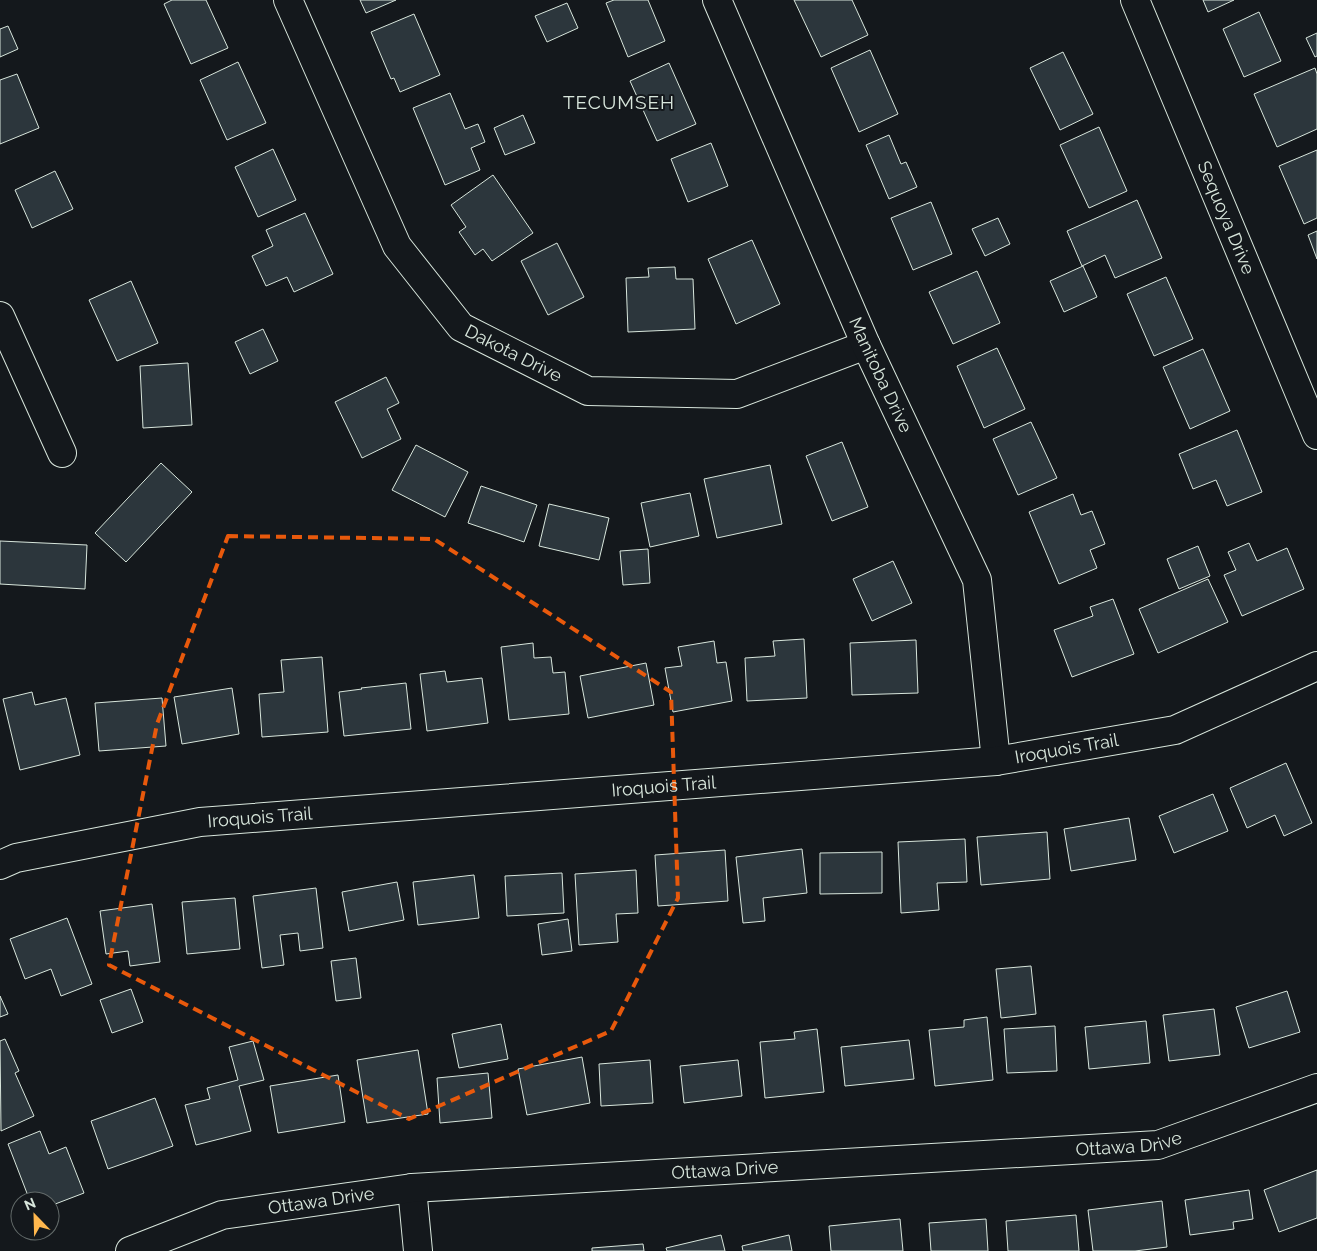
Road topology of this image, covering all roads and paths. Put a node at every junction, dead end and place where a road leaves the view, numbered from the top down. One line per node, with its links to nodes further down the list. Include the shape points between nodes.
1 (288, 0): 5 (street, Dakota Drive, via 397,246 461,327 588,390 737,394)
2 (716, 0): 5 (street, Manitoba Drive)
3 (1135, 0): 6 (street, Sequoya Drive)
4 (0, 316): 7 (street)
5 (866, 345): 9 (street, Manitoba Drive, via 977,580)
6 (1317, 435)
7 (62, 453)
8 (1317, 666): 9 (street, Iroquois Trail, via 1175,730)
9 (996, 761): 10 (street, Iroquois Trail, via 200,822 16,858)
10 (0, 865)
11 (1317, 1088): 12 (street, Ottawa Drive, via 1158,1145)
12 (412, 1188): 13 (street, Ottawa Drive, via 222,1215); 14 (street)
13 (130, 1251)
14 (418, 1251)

──────────

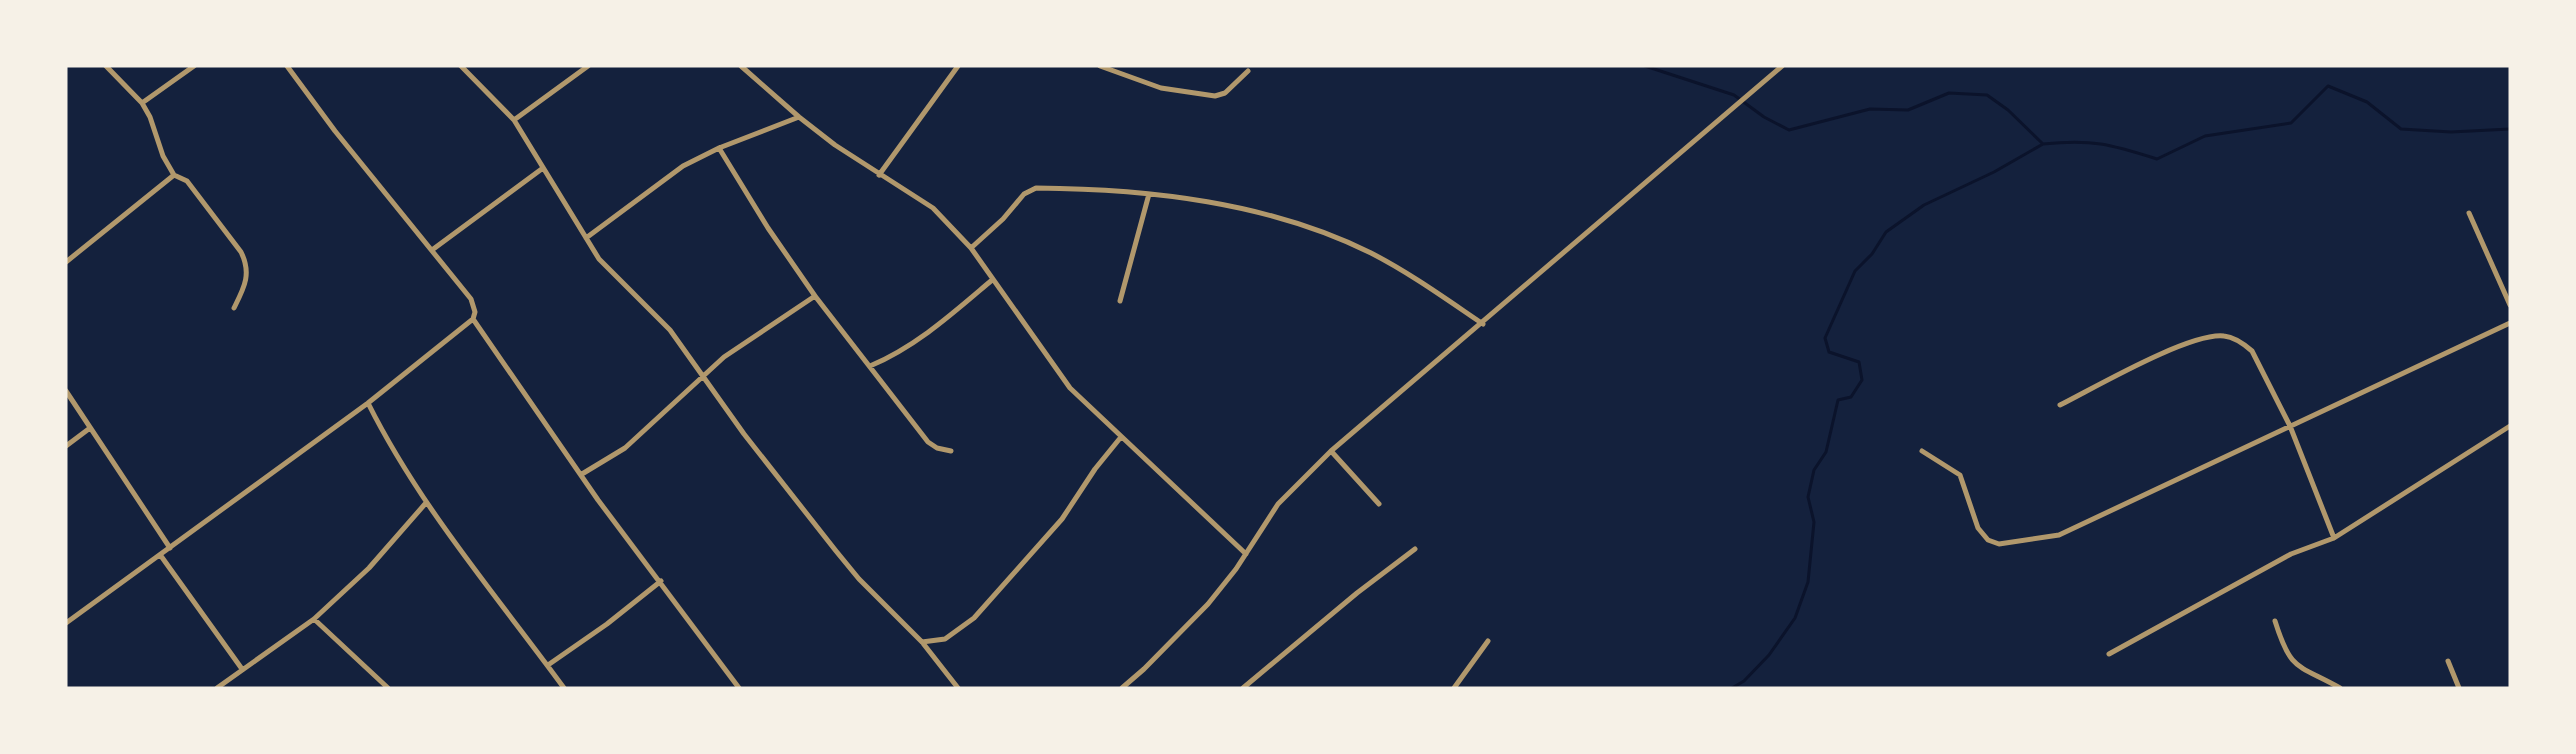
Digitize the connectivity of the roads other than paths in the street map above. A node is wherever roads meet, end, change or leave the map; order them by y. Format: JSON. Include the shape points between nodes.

──────────

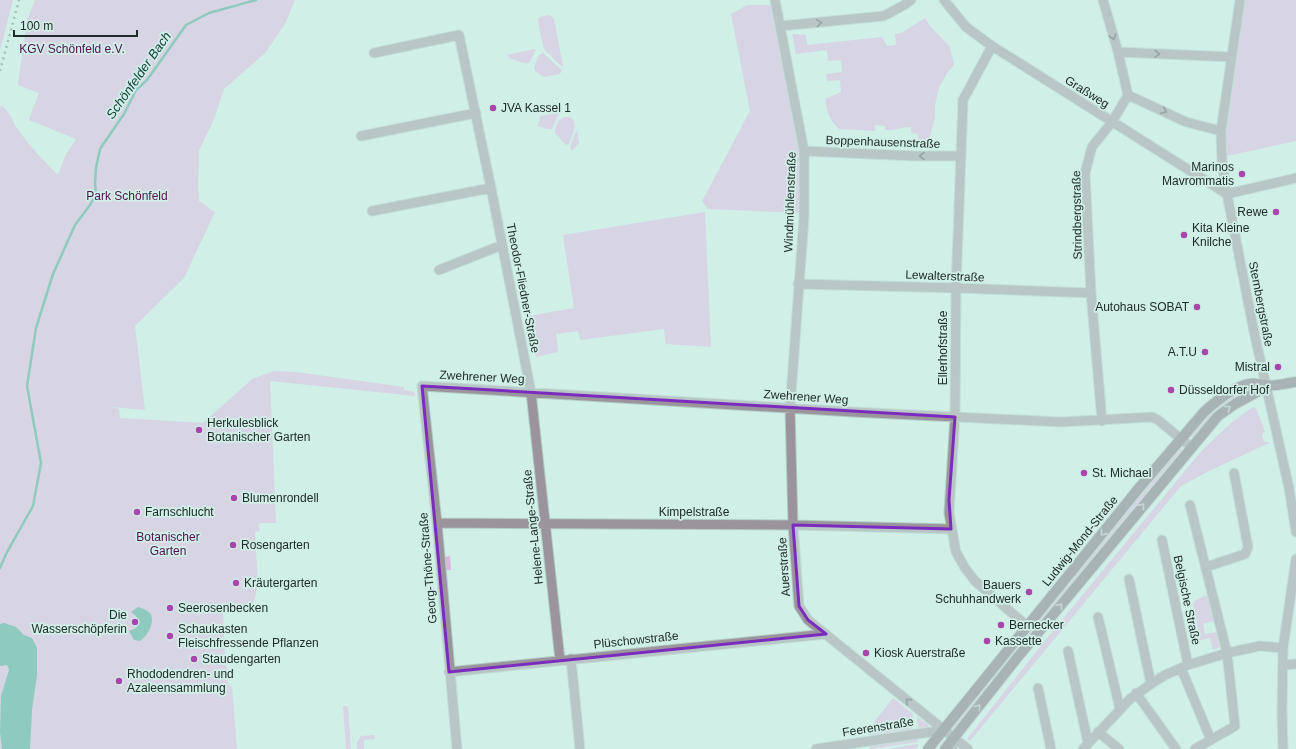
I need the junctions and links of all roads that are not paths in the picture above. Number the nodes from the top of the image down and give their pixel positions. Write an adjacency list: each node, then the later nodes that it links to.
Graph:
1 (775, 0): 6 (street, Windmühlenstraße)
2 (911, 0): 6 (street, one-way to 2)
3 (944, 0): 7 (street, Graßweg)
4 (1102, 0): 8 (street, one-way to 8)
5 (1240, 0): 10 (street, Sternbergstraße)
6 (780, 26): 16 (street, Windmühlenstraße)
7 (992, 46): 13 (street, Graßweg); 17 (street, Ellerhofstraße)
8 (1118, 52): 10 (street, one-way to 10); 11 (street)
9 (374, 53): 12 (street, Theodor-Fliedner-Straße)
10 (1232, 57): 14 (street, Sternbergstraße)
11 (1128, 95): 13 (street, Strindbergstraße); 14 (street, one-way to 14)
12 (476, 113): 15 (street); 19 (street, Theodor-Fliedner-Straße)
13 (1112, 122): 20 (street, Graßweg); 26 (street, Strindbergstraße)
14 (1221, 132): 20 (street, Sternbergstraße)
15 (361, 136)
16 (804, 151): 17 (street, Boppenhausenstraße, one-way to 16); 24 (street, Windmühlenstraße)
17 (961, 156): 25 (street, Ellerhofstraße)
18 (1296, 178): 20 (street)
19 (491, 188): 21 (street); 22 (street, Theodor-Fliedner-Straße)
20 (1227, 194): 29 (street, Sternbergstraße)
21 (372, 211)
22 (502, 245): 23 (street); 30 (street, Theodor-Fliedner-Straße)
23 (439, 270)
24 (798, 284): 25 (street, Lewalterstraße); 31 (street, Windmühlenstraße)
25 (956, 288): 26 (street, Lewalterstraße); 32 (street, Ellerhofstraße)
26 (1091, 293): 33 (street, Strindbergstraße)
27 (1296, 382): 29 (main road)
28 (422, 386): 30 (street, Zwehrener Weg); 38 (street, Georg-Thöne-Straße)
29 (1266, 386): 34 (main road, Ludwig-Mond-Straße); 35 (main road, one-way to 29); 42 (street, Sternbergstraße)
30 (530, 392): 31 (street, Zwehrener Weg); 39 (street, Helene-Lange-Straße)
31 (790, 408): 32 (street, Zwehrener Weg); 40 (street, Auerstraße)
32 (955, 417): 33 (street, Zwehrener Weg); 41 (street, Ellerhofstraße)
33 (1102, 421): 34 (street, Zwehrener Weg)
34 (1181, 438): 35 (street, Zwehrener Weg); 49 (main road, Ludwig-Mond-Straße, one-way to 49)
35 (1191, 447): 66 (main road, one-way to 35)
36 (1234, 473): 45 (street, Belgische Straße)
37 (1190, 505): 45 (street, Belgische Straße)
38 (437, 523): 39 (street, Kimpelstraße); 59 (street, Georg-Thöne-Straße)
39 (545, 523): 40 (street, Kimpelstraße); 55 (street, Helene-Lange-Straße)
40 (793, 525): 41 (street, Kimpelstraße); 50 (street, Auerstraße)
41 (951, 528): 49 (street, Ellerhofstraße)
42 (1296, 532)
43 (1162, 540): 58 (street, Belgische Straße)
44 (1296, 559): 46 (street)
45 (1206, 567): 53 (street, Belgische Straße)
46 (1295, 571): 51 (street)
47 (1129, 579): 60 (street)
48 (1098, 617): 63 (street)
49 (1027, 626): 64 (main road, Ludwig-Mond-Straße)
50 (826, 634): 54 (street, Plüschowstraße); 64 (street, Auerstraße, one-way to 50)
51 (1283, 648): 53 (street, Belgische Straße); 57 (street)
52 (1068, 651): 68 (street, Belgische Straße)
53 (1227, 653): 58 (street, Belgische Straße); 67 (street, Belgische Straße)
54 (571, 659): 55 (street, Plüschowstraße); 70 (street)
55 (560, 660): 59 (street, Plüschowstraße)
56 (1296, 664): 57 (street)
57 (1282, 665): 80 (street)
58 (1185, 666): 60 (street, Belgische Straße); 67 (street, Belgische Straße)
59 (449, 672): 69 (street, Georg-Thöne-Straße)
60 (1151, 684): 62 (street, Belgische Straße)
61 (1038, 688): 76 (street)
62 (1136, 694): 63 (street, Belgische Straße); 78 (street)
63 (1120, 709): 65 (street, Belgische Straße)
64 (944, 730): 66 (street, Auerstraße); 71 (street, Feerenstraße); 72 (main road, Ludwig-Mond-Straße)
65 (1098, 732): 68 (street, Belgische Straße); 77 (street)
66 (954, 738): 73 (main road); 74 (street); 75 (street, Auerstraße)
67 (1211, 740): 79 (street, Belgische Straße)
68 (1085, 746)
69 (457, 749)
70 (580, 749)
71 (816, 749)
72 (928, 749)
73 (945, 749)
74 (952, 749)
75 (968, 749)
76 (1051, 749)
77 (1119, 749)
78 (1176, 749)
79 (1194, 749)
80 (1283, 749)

──────────

**ABOUT THIS TASK:**
Please report the number of lines in the data that include "above", with no other words.

**FINISHED EXERCISE:**
2